Funds – Macro

Here’s an article about the relationship between hedge funds and ordinary mutual funds.

Source: http://www.contracostatimes.com/mld/cctimes/business/15948769.htm

Concern increases over ‘side-by-side’ managers

By Eleanor Laise
WALL STREET JOURNAL

A growing number of money managers are juggling multiple roles, handling plain-vanilla mutual funds for mom-and-pop investors as well as hedge funds for wealthy individuals and institutional investors.

Regulators and lawmakers have raised concerns about the trend, saying it could lead managers to favor deep-pocketed hedge-fund investors over the smaller fry investing in mutual funds. Some major fund companies, including Vanguard Group, staunchly defend these so-called “side-by-side” management arrangements. Others, such as Fidelity Investments, avoid the practice. Even new academic studies are divided on the issue of whether small investors are well-served by side-by-side management.

For fund companies, hedge funds — private investment pools for wealthy and institutional investors — can be much more lucrative than mutual funds.

Mutual funds now sharing managers with hedge funds include offerings from Vanguard, Pioneer Investment Management, Nationwide Mutual Insurance Co.’s Gartmore Global Investments and Ameriprise Financial Inc.’s RiverSource Investments. Such arrangements account for a small but growing slice of the fund universe, industry experts say. There are 124 individual portfolio managers simultaneously running mutual funds and hedge funds tracked by investment-research firm Morningstar Inc., compared with 112 last year and fewer than 60 in 2002. About $448 billion was invested in actively managed stock mutual funds run by companies that also managed hedge funds in 2004, according to Scott Gibson, an associate finance professor at the College of William & Mary’s Mason School of Business.

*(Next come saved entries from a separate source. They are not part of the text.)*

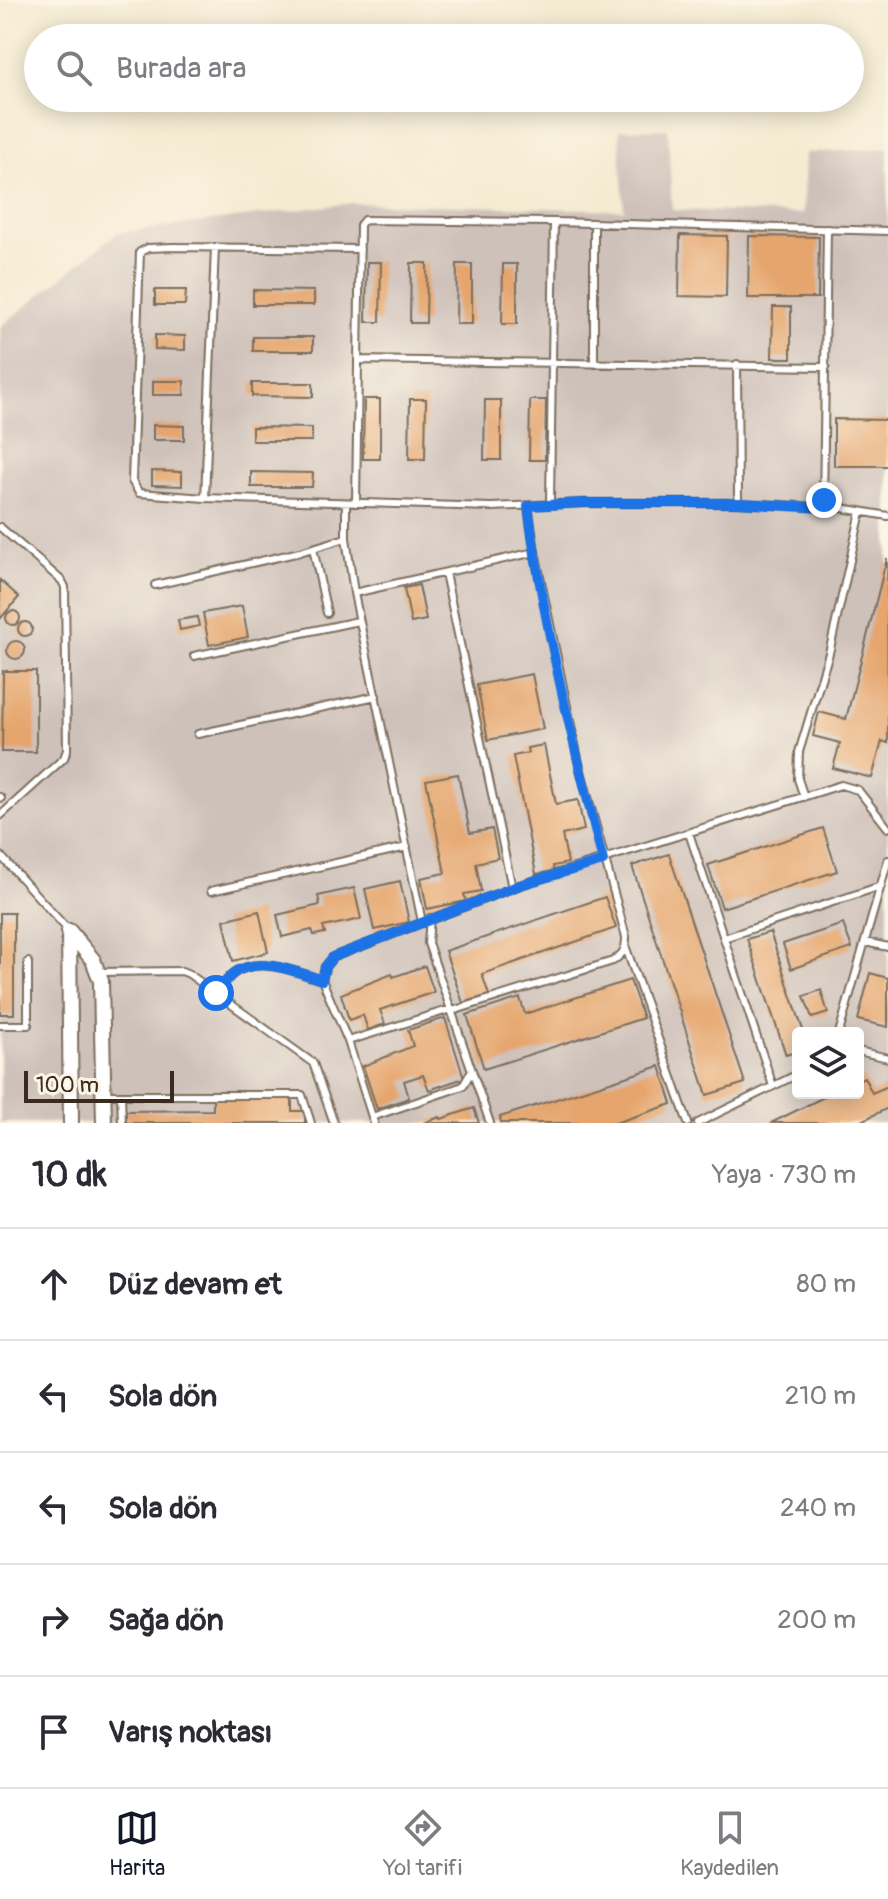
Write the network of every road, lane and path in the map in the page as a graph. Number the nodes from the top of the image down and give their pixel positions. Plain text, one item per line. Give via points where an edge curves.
1 (554, 222) junction
2 (594, 224) junction
3 (827, 229) junction
4 (888, 231) edge
5 (215, 247) junction
6 (360, 249) junction
7 (358, 360) junction
8 (553, 364) junction
9 (594, 364) junction
10 (737, 364) junction
11 (826, 367) junction
12 (205, 498) junction
13 (346, 503) junction
14 (356, 503) junction
15 (550, 503) junction
16 (738, 503) junction
17 (528, 506) junction
18 (823, 508) junction
19 (861, 512) junction
20 (888, 516) edge
21 (0, 527) edge
22 (346, 538) junction
23 (313, 548) junction
24 (535, 552) junction
25 (445, 573) junction
26 (155, 585) dead end
27 (354, 593) junction
28 (327, 613) dead end
29 (358, 621) junction
30 (194, 656) dead end
31 (376, 696) junction
32 (198, 734) dead end
33 (804, 797) junction
34 (0, 816) edge
35 (888, 828) edge
36 (689, 833) junction
37 (407, 847) junction
38 (0, 855) edge
39 (888, 860) edge
40 (603, 861) junction
41 (881, 886) junction
42 (512, 888) junction
43 (211, 891) dead end
44 (430, 918) junction
45 (422, 922) junction
46 (69, 931) junction
47 (724, 938) junction
48 (865, 942) junction
49 (888, 947) edge
50 (626, 948) junction
51 (28, 962) dead end
52 (98, 972) junction
53 (322, 980) junction
54 (216, 993) junction
55 (451, 1010) junction
56 (0, 1025) edge
57 (841, 1027) edge
58 (348, 1041) junction
59 (864, 1052) edge
60 (888, 1058) edge
61 (472, 1070) junction
62 (792, 1077) edge
63 (773, 1086) junction
64 (103, 1095) junction
65 (121, 1095) junction
66 (373, 1120) edge
67 (71, 1123) edge
68 (104, 1123) edge
69 (122, 1123) edge
70 (311, 1123) edge
71 (334, 1123) edge
72 (490, 1123) edge
73 (688, 1123) edge
74 (698, 1123) edge

1 - 2 lane
1 - 6 lane via 364,220
1 - 8 lane
2 - 3 lane
2 - 9 lane
3 - 4 lane
3 - 11 lane
5 - 6 lane
5 - 12 lane
5 - 12 lane via 148,248 138,254 133,485 142,495
6 - 7 lane
7 - 8 lane
7 - 14 lane
8 - 9 lane
8 - 15 lane
9 - 10 lane
10 - 11 lane
10 - 16 lane
11 - 18 lane
12 - 13 lane
13 - 14 lane
13 - 22 lane
14 - 17 lane
15 - 16 lane
15 - 17 lane
16 - 18 lane
17 - 24 lane
18 - 19 lane
19 - 20 lane
19 - 33 lane via 829,653 799,752
21 - 34 lane via 65,587 67,750
22 - 23 lane
22 - 27 lane
23 - 26 lane
23 - 28 lane
24 - 25 lane
24 - 40 lane
25 - 27 lane
25 - 42 lane
27 - 29 lane
29 - 30 lane
29 - 31 lane
31 - 32 lane
31 - 37 lane
33 - 35 lane via 850,786
33 - 36 lane
36 - 40 lane
36 - 47 lane
37 - 43 lane
37 - 45 lane
38 - 46 lane
39 - 41 lane
40 - 42 lane
40 - 50 lane
41 - 47 lane
41 - 48 lane
42 - 44 lane
44 - 45 lane
44 - 55 lane via 428,943
45 - 53 lane via 333,957
46 - 52 street
46 - 67 street
47 - 63 lane
48 - 49 lane
48 - 57 lane
50 - 55 lane via 613,961
50 - 73 lane
51 - 56 lane via 28,1025
52 - 54 lane via 182,971
52 - 64 street
53 - 54 lane via 258,966 235,972
53 - 58 lane
54 - 71 lane via 313,1063
55 - 58 lane
55 - 61 lane
58 - 66 lane
59 - 60 lane
61 - 66 lane via 463,1086
61 - 72 lane
62 - 63 lane
63 - 74 lane
64 - 65 lane
64 - 68 street
65 - 69 lane
65 - 70 lane via 302,1095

Many managers in recent years have left mutual-fund firms for the bigger paychecks and lighter regulation of the hedge fund world, and defenders of side-by-side management say that it helps mutual-fund companies retain talented employees and access a broad pool of top money managers. But critics say the practice gives managers an incentive to favor hedge funds with their best investment opportunities and distracts them from running their mutual funds.

A number of major fund companies steer clear of the practice. American Century Investments offers a traditional mutual fund that uses hedging strategies, and such funds “are a better deal for shareholders,” said Phillip Davidson, a senior vice president at the firm. Fund giant Fidelity has no in-house hedge funds and prohibits managers from running outside ones.

Other major players, however, defend side-by-side management. “It allows us to look at a very broad universe of managers and hire the best that we can find to run money for our shareholders,” said Joe Brennan, principal at Vanguard.

There are several ways that moonlighting managers can favor hedge funds over mutual funds. A manager might sell shares of a stock in his hedge fund before his mutual fund because he knows the sale could drive the price down. Instead of assigning a trade to a particular fund at the time it’s executed, a manager can “cherry pick” trades. He may make a trade in the morning and assign it to the hedge fund or mutual fund later in the day depending on its performance. And a manager who has access to a limited number of shares of a hot initial public offering might favor his hedge fund with them.

Shorting stocks, a strategy often used by hedge funds that typically involves selling borrowed shares with the hope of buying them back later at a lower price, can also lead to potential conflicts.

The SEC doesn’t dictate how managers should address these potential conflicts, and practices can vary widely among managers who run both hedge funds and mutual funds.